Comrade Stalin, summing up the results of the elections in Pravda, emphasised the fact that the endorsement of the Bolshevik instructions clearly showed who should be elected to the Duma:
No matter how the Liquidators try to obscure the issue, the will of the delegates was quite clear on the most important point, the question of the instructions. By an overwhelming majority the delegates adopted the instructions of Pravda to the deputy ... It is obvious that the instructions differ radically from the Liquidationist platform and that in fact they are completely anti-Liquidationist. The question is: if the Liquidators dare to nominate their own candidate for deputy, what about the instructions which, according to the delegates’ decision, are binding on the deputy?
The Liquidators, however, attached little importance to the clearly expressed will of the delegates. They intended to nominate their own candidate regardless of results and were ready to go to any lengths to achieve his election.
The short interval between the selection of electors and the election of the deputy was spent in continual negotiations between the party committees and the electors. We showed that only a Bolshevik should be elected to the Duma since everything pointed to the fact that the majority of the workers supported the Bolsheviks. The preliminary stages of the elections had gone in our favour. In the first electoral college, four of the electors chosen were from our list, while of the other two only one was definitely a Liquidator, as the other had gone over to the Mensheviks after the elections. The second college was also Bolshevik in sympathy as the endorsement of the instructions showed. We insisted that an accidental distribution of votes should not be made the basis for misrepresenting the will of the majority of the St. Petersburg workers.
None of our arguments had the slightest effect on the Liquidators; and they even rejected the suggestion, made by some Bolsheviks, that unity could be achieved by deciding the question by drawing lots. Neither side made any concessions and both went to the provincial electoral college determined to send their own candidate to the Duma.
The college met on October 20. Four deputies were to be elected to represent the St. Petersburg Gubernia: one for the peasants, two for the landlords and houseowners, and the fourth for the workers. The college was composed of sixty-six electors representing these divisions. The Progressives and the Octobrists were in the majority and had concluded an alliance against the Rights and the Nationalists.
Prince Saltykov, the chairman appointed by the government, read the rules and regulations governing the election proceedings, verified the list of electors and proposed that the election of deputies be commenced. First, a deputy was elected from the peasants’ electors, of whom four were Progressives and one Right. We agreed to vote for the Progressive candidate on condition that, if elected, he would vote with the Social-Democratic fraction on bills concerning the workers. The candidate they nominated was elected. A Progressive was also successful for the houseowners, while an Octobrist was chosen to represent the landlords.

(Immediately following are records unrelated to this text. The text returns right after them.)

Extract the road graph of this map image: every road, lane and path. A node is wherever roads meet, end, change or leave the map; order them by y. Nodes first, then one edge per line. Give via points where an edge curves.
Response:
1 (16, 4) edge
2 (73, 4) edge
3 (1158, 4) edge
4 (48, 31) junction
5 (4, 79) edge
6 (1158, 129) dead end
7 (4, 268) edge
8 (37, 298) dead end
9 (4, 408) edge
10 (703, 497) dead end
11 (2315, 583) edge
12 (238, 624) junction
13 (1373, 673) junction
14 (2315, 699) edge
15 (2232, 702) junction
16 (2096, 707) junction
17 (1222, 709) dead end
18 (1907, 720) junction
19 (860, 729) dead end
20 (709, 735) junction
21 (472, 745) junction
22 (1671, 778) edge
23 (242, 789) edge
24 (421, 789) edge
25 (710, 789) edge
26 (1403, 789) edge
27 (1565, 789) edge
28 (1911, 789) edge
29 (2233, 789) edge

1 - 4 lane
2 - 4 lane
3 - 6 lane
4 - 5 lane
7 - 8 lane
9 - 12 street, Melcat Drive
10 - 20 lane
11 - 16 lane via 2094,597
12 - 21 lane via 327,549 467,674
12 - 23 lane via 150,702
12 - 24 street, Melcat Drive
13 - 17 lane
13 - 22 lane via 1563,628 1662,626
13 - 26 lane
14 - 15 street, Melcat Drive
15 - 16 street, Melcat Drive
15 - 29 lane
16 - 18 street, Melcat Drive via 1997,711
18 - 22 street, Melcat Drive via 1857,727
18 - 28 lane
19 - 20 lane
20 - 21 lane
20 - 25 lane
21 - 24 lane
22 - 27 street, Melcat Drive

Then the college proceeded with the election of a deputy to represent the workers. All the workers’ electors, both Mensheviks and Bolsheviks, went to the ballot. When the votes were counted, I was declared elected, having received thirty-four votes against twenty-nine. The Liquidators received considerably less votes.
Enraged by their failure, the Liquidators at once opened a slanderous campaign about the way the elections had been conducted, trying in this way to explain away their defeat.
1. The railway connecting Moscow and St. Petersburg (now Leningrad), now called the “October Railway.” – Ed.
2. Luch represented the views of the Mensheviks and Liquidators. – Ed.
3. Actually they were drafted by Co. Stalin – Ed.
4. An allusion to the name of the party of the Cadets (Constitutional Democrats) which called itself also the “Party of the People’s Freedom.” – Ed.